Thursday, May 26, 2011

Oozie Installation


This post is an attempt to provide you with a very consolidated list of commands that are required to install Oozie, since the documentation involves many optional steps and requires you to refine lot many links to get to correct procedure.
As mentioned in my previous post, Oozie has two flavors, one is the Cloudera distribution and the other is the Yahoo distribution. This post is an attempt to state Cloudera Oozie's installation using two methods :
  • Installing Oozie debian package
  • Installing Oozie tarball 

Installing Cloudera's Oozie

Prerequisites

  • A Unix-like system (tested on Centos 5.5, Ubuntu 9.10+, SUSE Linux Enterprise Server 11, OS X 10.6)
  • Java 1.6+ (tested with JRE 1.6.0_20)
  • A Unix user and group named oozie on your machine

Installing Oozie debian package

The Oozie debian package for installing Oozie has separate packages for Oozie server(oozie) and the client(oozie-client). 

  1. Download them from the following link :
  
  2. Before proceeding further, it is required to install the Cloudera's Yum, for which you need to add a repository by creating a new file (a normal text file named cloudera.list) /etc/apt/sources.list.d/cloudera.list with the following two lines of content.
  • deb http://archive.cloudera.com/debian <RELEASE>-cdh3 contrib
  • deb-src http://archive.cloudera.com/debian <RELEASE>-cdh3 contrib
where <RELEASE> is to be replaced by the output of the command lsb_release -c.
  
  3. Run the following command
  • $ sudo apt-get update
  4. After this simply install the oozie server and client using the debian packages.  
  5. Start the oozie server using
  • $ sudo -u oozie /usr/lib/oozie/bin/oozie-start.sh
  6. Stop the oozie server
  • $ sudo -u oozie /usr/lib/oozie/bin/oozie-stop.sh

Installing Oozie Tarball


  1. Download the Oozie tarball(ver Oozie 2.3.0+31.2) from :
  
  2. Unpack the tarball in the appropriate directory.
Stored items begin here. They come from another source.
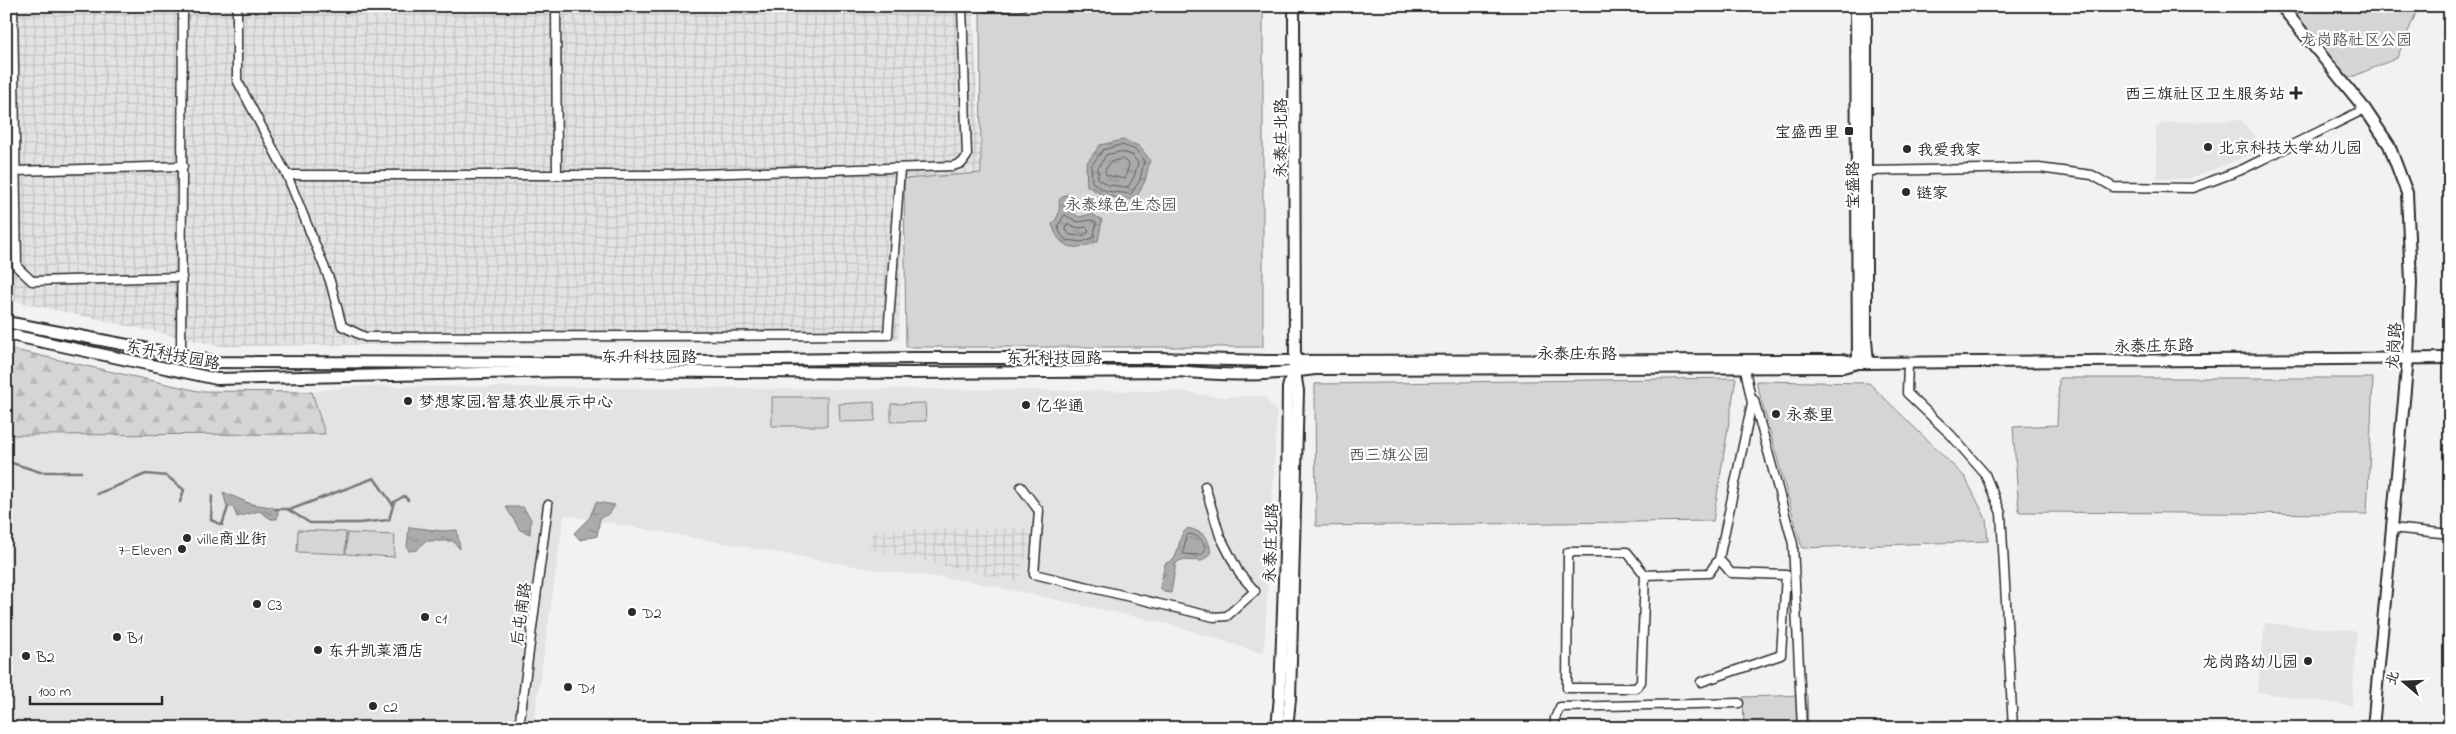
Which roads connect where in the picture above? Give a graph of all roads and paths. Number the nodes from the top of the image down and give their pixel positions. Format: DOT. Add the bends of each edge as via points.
graph roads {
  1 [pos="13,6"];
  2 [pos="183,6"];
  3 [pos="237,6"];
  4 [pos="556,6"];
  5 [pos="962,6"];
  6 [pos="1022,6"];
  7 [pos="1294,6"];
  8 [pos="1856,6"];
  9 [pos="1866,6"];
  10 [pos="2281,6"];
  11 [pos="986,7"];
  12 [pos="2365,109"];
  13 [pos="182,166"];
  14 [pos="900,169"];
  15 [pos="16,171"];
  16 [pos="1867,172"];
  17 [pos="557,174"];
  18 [pos="287,175"];
  19 [pos="182,277"];
  20 [pos="6,322"];
  21 [pos="6,334"];
  22 [pos="181,354"];
  23 [pos="2408,358"];
  24 [pos="2450,358"];
  25 [pos="1296,360"];
  26 [pos="1908,363"];
  27 [pos="1863,364"];
  28 [pos="1294,372"];
  29 [pos="1205,486"];
  30 [pos="1021,487"];
  31 [pos="548,505"];
  32 [pos="2392,528"];
  33 [pos="2450,534"];
  34 [pos="1719,559"];
  35 [pos="1645,576"];
  36 [pos="1701,682"];
  37 [pos="1739,704"];
  38 [pos="519,728"];
  39 [pos="1277,728"];
  40 [pos="1287,728"];
  41 [pos="1555,728"];
  42 [pos="1802,728"];
  43 [pos="2013,728"];
  44 [pos="2373,728"];
  1 -- 15 [label="street"];
  2 -- 13 [label="street"];
  3 -- 18 [label="street" via="236,80"];
  4 -- 17 [label="street"];
  5 -- 14 [label="street" via="967,156 962,163 953,166"];
  6 -- 11 [label="street"];
  7 -- 25 [label="street, 永泰庄北路"];
  8 -- 27 [label="street, 宝盛路"];
  9 -- 16 [label="street, 宝盛路"];
  10 -- 12 [label="street, 龙岗路"];
  12 -- 16 [label="street" via="2241,170 2192,188 2113,187 2092,175 2039,168"];
  12 -- 23 [label="street, 龙岗路" via="2389,145 2407,193 2412,282"];
  13 -- 15 [label="street"];
  13 -- 19 [label="street"];
  14 -- 17 [label="street" via="666,175"];
  14 -- 18 [label="street" via="888,335 878,336 366,337 342,326 330,281"];
  15 -- 19 [label="street" via="17,267 32,281"];
  16 -- 27 [label="street, 宝盛路"];
  17 -- 18 [label="street"];
  19 -- 22 [label="street"];
  20 -- 22 [label="street, 东升科技园路"];
  21 -- 28 [label="street, 东升科技园路" via="217,379 567,371 1178,371 1220,375"];
  22 -- 25 [label="street, 东升科技园路" via="217,362 560,363 913,358"];
  23 -- 24 [label="street, 永泰庄东路"];
  23 -- 26 [label="street, 永泰庄东路"];
  23 -- 32 [label="street, 龙岗路"];
  25 -- 27 [label="street, 永泰庄东路" via="1842,360"];
  25 -- 28 [label="street, 永泰庄北路"];
  26 -- 27 [label="street, 永泰庄东路"];
  26 -- 43 [label="street" via="1907,393 1951,435 1985,474 2001,513"];
  27 -- 28 [label="street, 永泰庄东路" via="1843,367 1316,369"];
  28 -- 39 [label="street, 永泰庄北路" via="1288,388"];
  28 -- 40 [label="street, 永泰庄北路" via="1298,391 1296,502"];
  29 -- 30 [label="street" via="1220,536 1239,573 1255,591 1227,616 1214,617 1034,574 1039,511"];
  31 -- 38 [label="street, 后屯南路"];
  32 -- 33 [label="street"];
  32 -- 44 [label="street, 龙岗路"];
  34 -- 35 [label="street" via="1708,573"];
  34 -- 36 [label="street" via="1731,573 1786,575 1781,655"];
  34 -- 42 [label="street" via="1752,403 1744,364 1793,544"];
  35 -- 35 [label="street" via="1627,552 1568,552 1566,688 1636,688 1642,682"];
  37 -- 41 [label="street" via="1560,707"];
}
For example: 
  • $ (cd /home/abc/ && sudo tar -zxvf <PATH_TO_OOZIE_TAR_GZ>)
  
  3. Change ownership of the Oozie installation to oozie:oozie:
  • $ sudo chown -R oozie:oozie /home/abc/oozie-2.3.0+31.2
This installs both the client and the server and the directory contains all the necessary client and server files. 
  
  4. Start the oozie server
  • $ sudo -u oozie /home/abc/oozie-*/bin/oozie-start.sh
  5. Stop the oozie server
  • $ sudo -u oozie /home/abc/oozie-*/bin/oozie-stop.sh

    Oozie Web Console

    Though it is optional to use the web console, and there are command line utilities that can be used instead, I would recommend installing it as it presents a very clear picture of the running oozie jobs and is very easy to install.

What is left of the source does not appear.